Aim of the task:
Every record gets copied exactly, and no picture goes with it.

Saved entries:
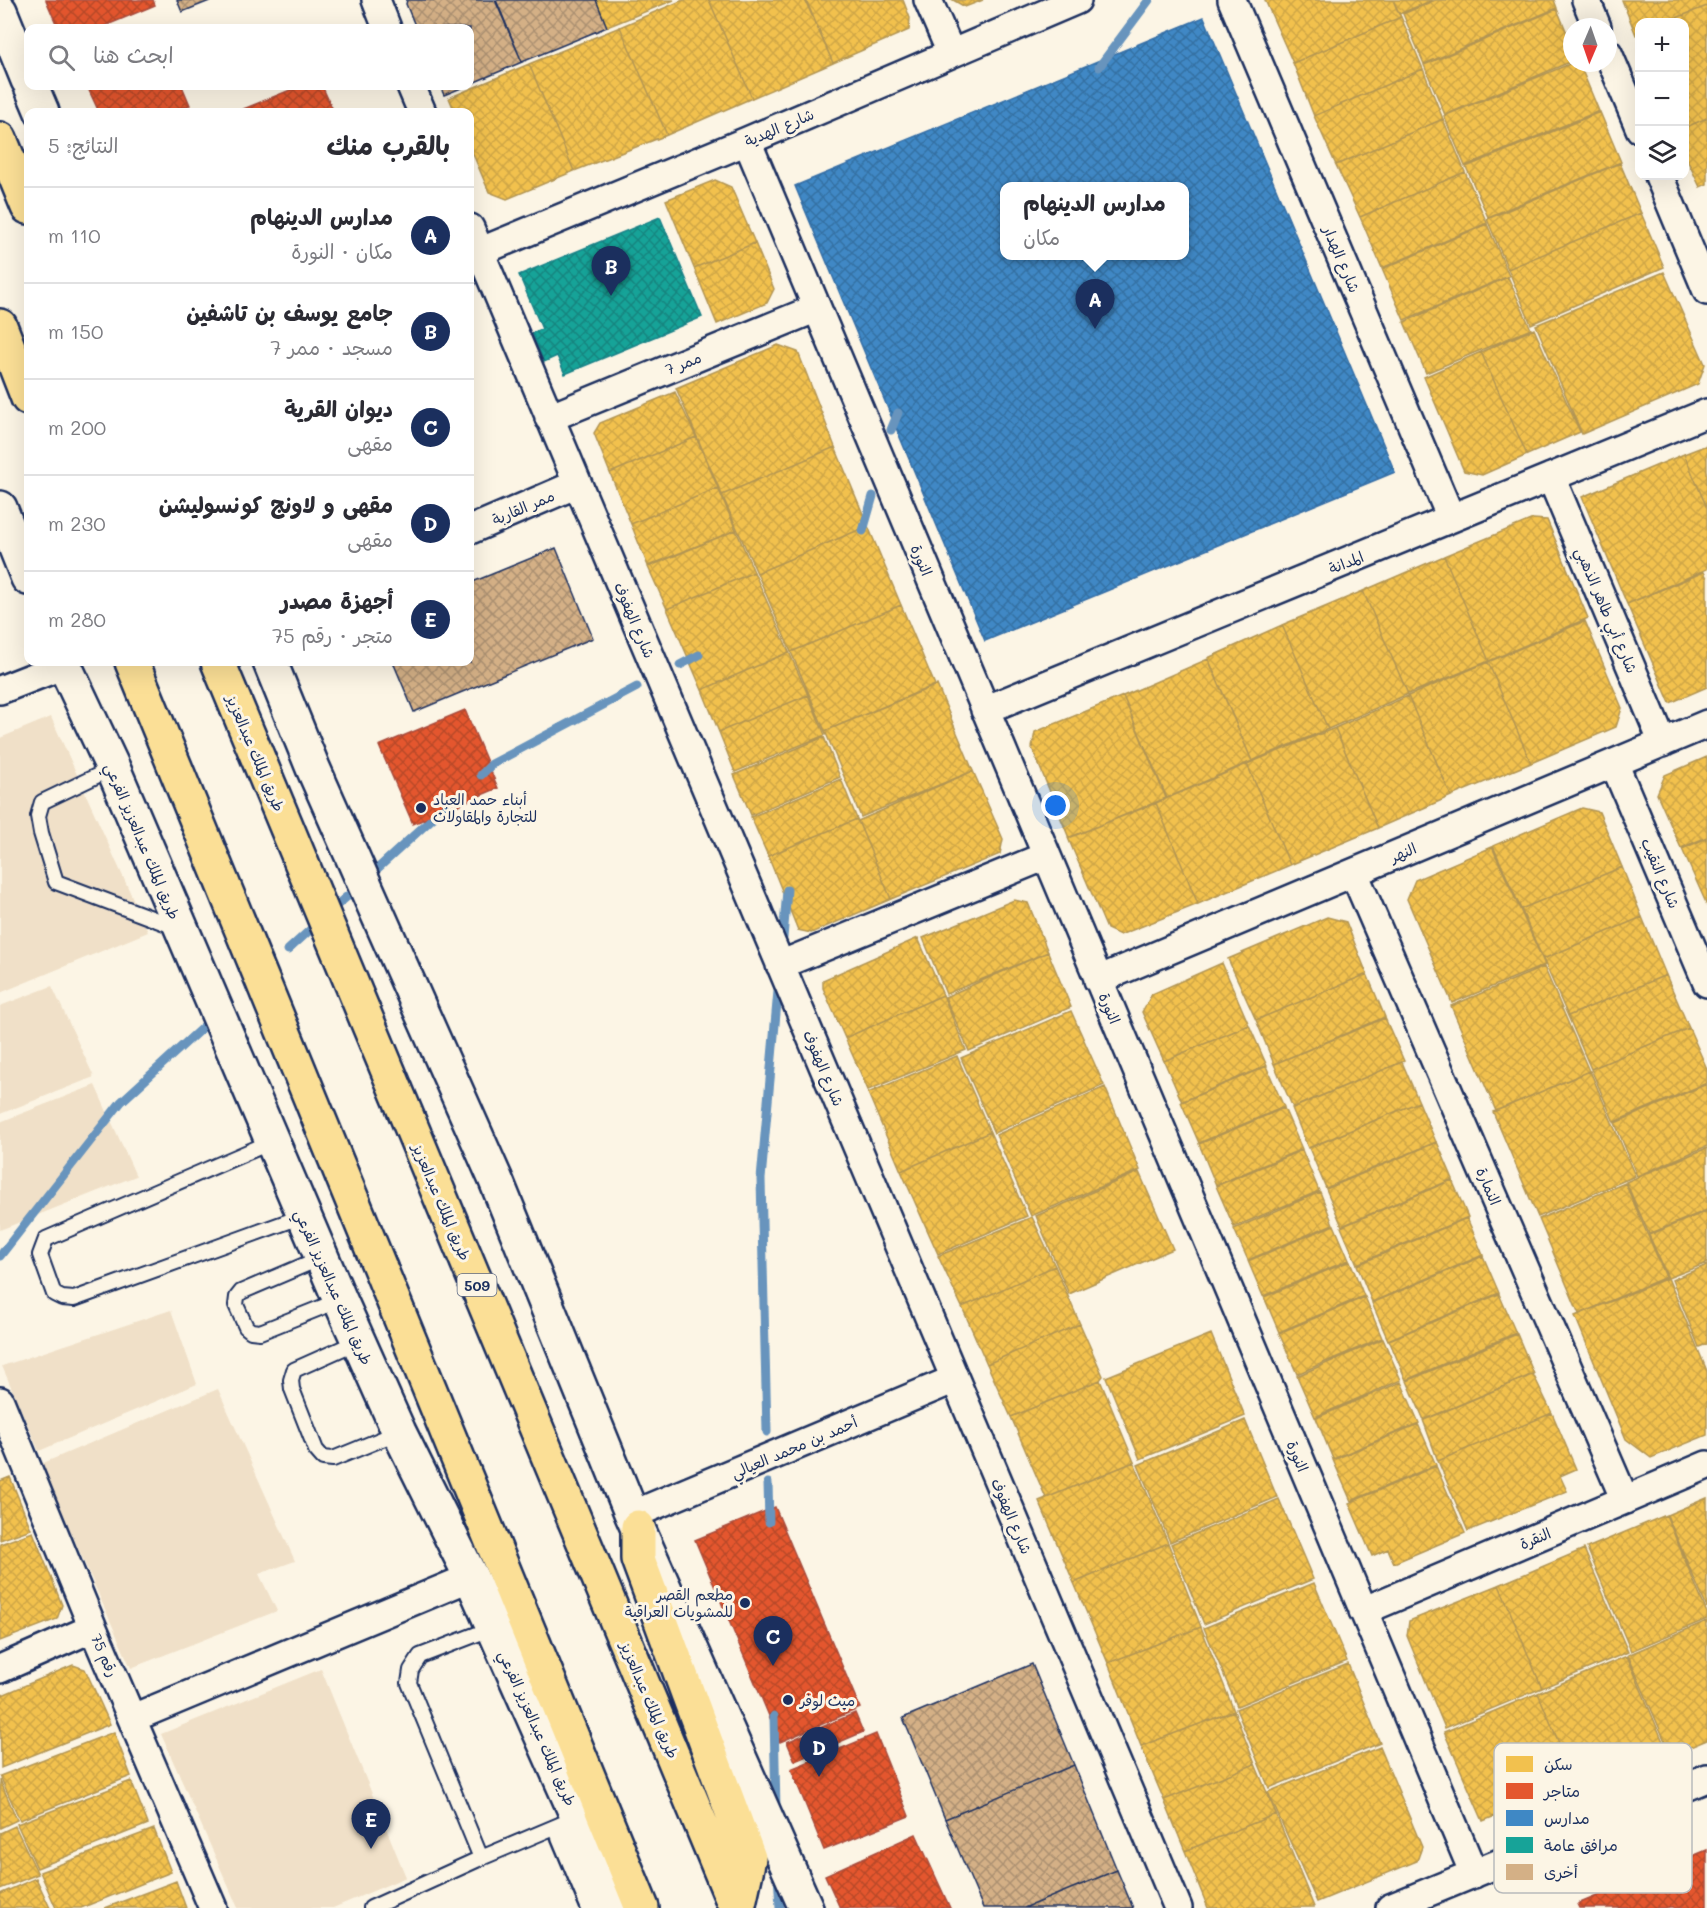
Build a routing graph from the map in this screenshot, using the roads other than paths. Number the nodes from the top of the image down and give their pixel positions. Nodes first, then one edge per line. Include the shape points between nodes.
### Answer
1 (376, 0) edge
2 (928, 0) edge
3 (1077, 0) edge
4 (1232, 0) edge
5 (1586, 0) edge
6 (0, 11) edge
7 (1593, 18) edge
8 (385, 24) edge
9 (951, 53) junction
10 (24, 70) edge
11 (1616, 72) edge
12 (33, 90) edge
13 (413, 90) edge
14 (40, 108) edge
15 (420, 108) edge
16 (1639, 126) edge
17 (0, 138) edge
18 (747, 141) junction
19 (1661, 180) edge
20 (24, 197) edge
21 (474, 240) edge
22 (1707, 291) edge
23 (817, 308) junction
24 (0, 326) edge
25 (24, 388) edge
26 (1707, 413) edge
27 (549, 418) junction
28 (1551, 477) junction
29 (577, 484) junction
30 (0, 508) edge
31 (1451, 519) junction
32 (474, 528) edge
33 (24, 568) edge
34 (56, 666) edge
35 (64, 666) edge
36 (134, 666) edge
37 (220, 666) edge
38 (272, 666) edge
39 (0, 690) edge
40 (986, 710) junction
41 (1707, 724) edge
42 (1663, 742) junction
43 (1614, 763) junction
44 (113, 768) junction
45 (1046, 856) junction
46 (1354, 873) junction
47 (181, 928) junction
48 (780, 965) junction
49 (1098, 980) junction
50 (1707, 983) edge
51 (271, 1142) junction
52 (303, 1216) junction
53 (321, 1258) junction
54 (340, 1300) junction
55 (358, 1341) junction
56 (955, 1379) junction
57 (0, 1401) edge
58 (399, 1431) junction
59 (1707, 1465) edge
60 (1625, 1500) junction
61 (635, 1521) junction
62 (471, 1577) junction
63 (1363, 1611) junction
64 (93, 1628) junction
65 (485, 1631) junction
66 (0, 1669) edge
67 (133, 1718) junction
68 (1707, 1778) edge
69 (1692, 1784) edge
70 (564, 1823) junction
71 (481, 1858) junction
72 (1494, 1866) edge
73 (1474, 1874) junction
74 (213, 1908) edge
75 (370, 1908) edge
76 (599, 1908) edge
77 (618, 1908) edge
78 (642, 1908) edge
79 (737, 1908) edge
80 (806, 1908) edge
81 (1178, 1908) edge
82 (1390, 1908) edge

1 - 8 street
2 - 9 street
3 - 9 street, شارع الهدية
4 - 31 street, شارع الهدار
5 - 7 street
6 - 10 main road
9 - 18 street, شارع الهدية
11 - 16 street
12 - 14 main road
13 - 15 street
17 - 20 main road
18 - 21 street, شارع الهدية
18 - 23 street, النورة
19 - 22 street
21 - 27 street, شارع الهفوف
23 - 27 street, ممر 7
23 - 40 street, النورة
24 - 25 main road
26 - 28 street, المدانة
27 - 29 street, شارع الهفوف
28 - 31 street, المدانة
28 - 42 street, شارع أبي طاهر الذهبي
29 - 32 street, ممر القاربة
29 - 48 street, شارع الهفوف
30 - 33 main road
31 - 40 street, المدانة
34 - 39 street
35 - 44 main road, طريق الملك عبدالعزيز الفرعي
36 - 78 main road
37 - 79 main road, طريق الملك عبدالعزيز / 509
38 - 61 main road via 495,1178
40 - 45 street, النورة
41 - 42 street, النهر
42 - 43 street, النهر
43 - 46 street, النهر
43 - 50 street, شارع النقيب
44 - 47 main road, طريق الملك عبدالعزيز الفرعي
44 - 47 lane via 42,802 38,816 56,882
45 - 48 street
45 - 49 street, النورة
46 - 49 street, النهر
46 - 60 street, النمارة
47 - 51 main road, طريق الملك عبدالعزيز الفرعي
48 - 56 street, شارع الهفوف
49 - 63 street, النورة
51 - 52 main road, طريق الملك عبدالعزيز الفرعي
51 - 52 lane via 46,1239 40,1255 54,1294 74,1299
52 - 53 main road, طريق الملك عبدالعزيز الفرعي
53 - 54 main road, طريق الملك عبدالعزيز الفرعي
53 - 54 lane via 241,1292 236,1305 246,1327 260,1332
54 - 55 main road, طريق الملك عبدالعزيز الفرعي
55 - 58 main road, طريق الملك عبدالعزيز الفرعي
55 - 58 lane via 294,1370 292,1389 316,1450 323,1458 333,1459
56 - 61 street, أحمد بن محمد العيالي
56 - 81 street, شارع الهفوف
57 - 64 street, رقم 75
58 - 62 main road, طريق الملك عبدالعزيز الفرعي
59 - 60 street, النقرة
60 - 63 street, النقرة
61 - 79 main road via 638,1559 749,1858
61 - 80 main road
62 - 65 main road
62 - 67 street
62 - 77 main road, طريق الملك عبدالعزيز الفرعي
63 - 73 street, النورة
64 - 66 street
64 - 67 street, رقم 75
65 - 70 main road
65 - 71 lane via 420,1656 411,1670 409,1683
67 - 74 street, رقم 75
68 - 69 street
70 - 71 lane
70 - 76 main road
71 - 75 lane
72 - 73 street
73 - 82 street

Reply:
Build a routing graph from the map in this screenshot, using the roads other than paths. Number the nodes from the top of the image down and give their pixel positions. Nodes first, then one edge per line. Include the shape points between nodes.
### Answer
1 (376, 0) edge
2 (928, 0) edge
3 (1077, 0) edge
4 (1232, 0) edge
5 (1586, 0) edge
6 (0, 11) edge
7 (1593, 18) edge
8 (385, 24) edge
9 (951, 53) junction
10 (24, 70) edge
11 (1616, 72) edge
12 (33, 90) edge
13 (413, 90) edge
14 (40, 108) edge
15 (420, 108) edge
16 (1639, 126) edge
17 (0, 138) edge
18 (747, 141) junction
19 (1661, 180) edge
20 (24, 197) edge
21 (474, 240) edge
22 (1707, 291) edge
23 (817, 308) junction
24 (0, 326) edge
25 (24, 388) edge
26 (1707, 413) edge
27 (549, 418) junction
28 (1551, 477) junction
29 (577, 484) junction
30 (0, 508) edge
31 (1451, 519) junction
32 (474, 528) edge
33 (24, 568) edge
34 (56, 666) edge
35 (64, 666) edge
36 (134, 666) edge
37 (220, 666) edge
38 (272, 666) edge
39 (0, 690) edge
40 (986, 710) junction
41 (1707, 724) edge
42 (1663, 742) junction
43 (1614, 763) junction
44 (113, 768) junction
45 (1046, 856) junction
46 (1354, 873) junction
47 (181, 928) junction
48 (780, 965) junction
49 (1098, 980) junction
50 (1707, 983) edge
51 (271, 1142) junction
52 (303, 1216) junction
53 (321, 1258) junction
54 (340, 1300) junction
55 (358, 1341) junction
56 (955, 1379) junction
57 (0, 1401) edge
58 (399, 1431) junction
59 (1707, 1465) edge
60 (1625, 1500) junction
61 (635, 1521) junction
62 (471, 1577) junction
63 (1363, 1611) junction
64 (93, 1628) junction
65 (485, 1631) junction
66 (0, 1669) edge
67 (133, 1718) junction
68 (1707, 1778) edge
69 (1692, 1784) edge
70 (564, 1823) junction
71 (481, 1858) junction
72 (1494, 1866) edge
73 (1474, 1874) junction
74 (213, 1908) edge
75 (370, 1908) edge
76 (599, 1908) edge
77 (618, 1908) edge
78 (642, 1908) edge
79 (737, 1908) edge
80 (806, 1908) edge
81 (1178, 1908) edge
82 (1390, 1908) edge

1 - 8 street
2 - 9 street
3 - 9 street, شارع الهدية
4 - 31 street, شارع الهدار
5 - 7 street
6 - 10 main road
9 - 18 street, شارع الهدية
11 - 16 street
12 - 14 main road
13 - 15 street
17 - 20 main road
18 - 21 street, شارع الهدية
18 - 23 street, النورة
19 - 22 street
21 - 27 street, شارع الهفوف
23 - 27 street, ممر 7
23 - 40 street, النورة
24 - 25 main road
26 - 28 street, المدانة
27 - 29 street, شارع الهفوف
28 - 31 street, المدانة
28 - 42 street, شارع أبي طاهر الذهبي
29 - 32 street, ممر القاربة
29 - 48 street, شارع الهفوف
30 - 33 main road
31 - 40 street, المدانة
34 - 39 street
35 - 44 main road, طريق الملك عبدالعزيز الفرعي
36 - 78 main road
37 - 79 main road, طريق الملك عبدالعزيز / 509
38 - 61 main road via 495,1178
40 - 45 street, النورة
41 - 42 street, النهر
42 - 43 street, النهر
43 - 46 street, النهر
43 - 50 street, شارع النقيب
44 - 47 main road, طريق الملك عبدالعزيز الفرعي
44 - 47 lane via 42,802 38,816 56,882
45 - 48 street
45 - 49 street, النورة
46 - 49 street, النهر
46 - 60 street, النمارة
47 - 51 main road, طريق الملك عبدالعزيز الفرعي
48 - 56 street, شارع الهفوف
49 - 63 street, النورة
51 - 52 main road, طريق الملك عبدالعزيز الفرعي
51 - 52 lane via 46,1239 40,1255 54,1294 74,1299
52 - 53 main road, طريق الملك عبدالعزيز الفرعي
53 - 54 main road, طريق الملك عبدالعزيز الفرعي
53 - 54 lane via 241,1292 236,1305 246,1327 260,1332
54 - 55 main road, طريق الملك عبدالعزيز الفرعي
55 - 58 main road, طريق الملك عبدالعزيز الفرعي
55 - 58 lane via 294,1370 292,1389 316,1450 323,1458 333,1459
56 - 61 street, أحمد بن محمد العيالي
56 - 81 street, شارع الهفوف
57 - 64 street, رقم 75
58 - 62 main road, طريق الملك عبدالعزيز الفرعي
59 - 60 street, النقرة
60 - 63 street, النقرة
61 - 79 main road via 638,1559 749,1858
61 - 80 main road
62 - 65 main road
62 - 67 street
62 - 77 main road, طريق الملك عبدالعزيز الفرعي
63 - 73 street, النورة
64 - 66 street
64 - 67 street, رقم 75
65 - 70 main road
65 - 71 lane via 420,1656 411,1670 409,1683
67 - 74 street, رقم 75
68 - 69 street
70 - 71 lane
70 - 76 main road
71 - 75 lane
72 - 73 street
73 - 82 street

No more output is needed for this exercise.